Ma ancora più sorprendente è il modo in cui Frank riesce a giocare con le espressioni linguistiche, passando dalla rozza creatività del siciliano all'elegante traduzione inglese e generando delle gag tipiche della comicità siciliana contemporanea. Nel glossario che ci è stato
consegnato prima dell'inizio dello spettacolo, strumento indispensabile per la visione da parte di un pubblico anglofono, ne troviamo qualche esempio. Dal colorito: "Ayu un dulure di testa di morire, mi pisa", si passa all'inglese: "I have a head pain to die for. It weighs me"; o ancora: "Brutta femmina", sulla quale Ingrasciotta ci informa che Totò avrebbe detto "malafemmina", si trasforma in americano "ugly woman".

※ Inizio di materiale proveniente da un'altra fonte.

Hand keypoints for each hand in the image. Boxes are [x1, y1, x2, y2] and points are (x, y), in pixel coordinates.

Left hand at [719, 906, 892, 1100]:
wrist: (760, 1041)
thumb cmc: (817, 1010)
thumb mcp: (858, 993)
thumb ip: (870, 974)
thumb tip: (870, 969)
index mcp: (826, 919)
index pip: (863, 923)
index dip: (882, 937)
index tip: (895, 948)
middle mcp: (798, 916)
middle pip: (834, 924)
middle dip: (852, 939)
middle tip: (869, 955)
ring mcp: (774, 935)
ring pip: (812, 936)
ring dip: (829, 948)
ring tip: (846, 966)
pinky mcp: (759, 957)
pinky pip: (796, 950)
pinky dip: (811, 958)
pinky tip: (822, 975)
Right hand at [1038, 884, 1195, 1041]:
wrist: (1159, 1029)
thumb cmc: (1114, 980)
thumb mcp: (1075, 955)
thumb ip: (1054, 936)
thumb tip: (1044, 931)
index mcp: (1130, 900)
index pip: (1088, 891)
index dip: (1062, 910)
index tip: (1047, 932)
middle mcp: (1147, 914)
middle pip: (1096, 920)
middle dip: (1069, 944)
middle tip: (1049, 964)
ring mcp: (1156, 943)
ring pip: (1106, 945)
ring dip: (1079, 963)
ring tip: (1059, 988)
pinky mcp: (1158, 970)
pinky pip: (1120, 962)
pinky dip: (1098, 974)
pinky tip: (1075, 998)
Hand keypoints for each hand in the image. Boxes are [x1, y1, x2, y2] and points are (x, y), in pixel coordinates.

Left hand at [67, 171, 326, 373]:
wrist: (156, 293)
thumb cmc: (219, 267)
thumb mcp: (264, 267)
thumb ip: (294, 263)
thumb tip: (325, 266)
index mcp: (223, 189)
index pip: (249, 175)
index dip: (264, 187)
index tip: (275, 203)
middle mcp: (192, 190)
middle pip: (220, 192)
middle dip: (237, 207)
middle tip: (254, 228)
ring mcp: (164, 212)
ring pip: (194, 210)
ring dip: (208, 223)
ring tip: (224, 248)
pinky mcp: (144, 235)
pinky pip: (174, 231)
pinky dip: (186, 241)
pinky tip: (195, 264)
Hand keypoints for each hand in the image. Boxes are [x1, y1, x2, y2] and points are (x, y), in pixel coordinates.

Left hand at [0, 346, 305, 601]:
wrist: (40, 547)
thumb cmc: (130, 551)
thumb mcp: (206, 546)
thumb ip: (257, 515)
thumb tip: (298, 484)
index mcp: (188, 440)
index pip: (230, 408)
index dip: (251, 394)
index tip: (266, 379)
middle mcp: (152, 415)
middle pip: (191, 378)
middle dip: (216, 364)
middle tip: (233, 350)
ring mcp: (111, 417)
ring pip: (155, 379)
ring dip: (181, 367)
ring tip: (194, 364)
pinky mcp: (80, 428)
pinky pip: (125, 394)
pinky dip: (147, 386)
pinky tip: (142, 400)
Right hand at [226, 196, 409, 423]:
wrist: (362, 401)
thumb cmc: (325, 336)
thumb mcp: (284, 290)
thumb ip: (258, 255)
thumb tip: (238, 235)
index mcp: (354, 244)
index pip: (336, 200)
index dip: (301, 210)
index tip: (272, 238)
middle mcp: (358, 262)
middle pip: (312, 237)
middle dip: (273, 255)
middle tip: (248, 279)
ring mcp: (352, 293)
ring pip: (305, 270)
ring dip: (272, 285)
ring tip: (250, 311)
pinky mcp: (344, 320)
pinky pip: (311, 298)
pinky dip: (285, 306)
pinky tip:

"Volevo rappresentare la cultura siciliana nella sua interezza comunicandola al pubblico americano." Ci racconta Ingrasciotta. "La lingua siciliana è molto ricca di espressioni che si evolvono continuamente, è un linguaggio molto poetico, la cui traduzione in inglese risulta spesso divertente". Un espediente che non è solo fonte di ironia, ma anche uno specchio delle commistioni linguistiche spesso generate dagli italiani immigrati in America. Il risultato dell'opera è una dettagliata fotografia dell'emigrazione, in questo caso siciliana, nella quale molte famiglie possono ritrovare un pezzo della loro stessa storia perchè, come recita anche il sottotitolo della locandina legata allo spettacolo, "It's not drama..it's just family".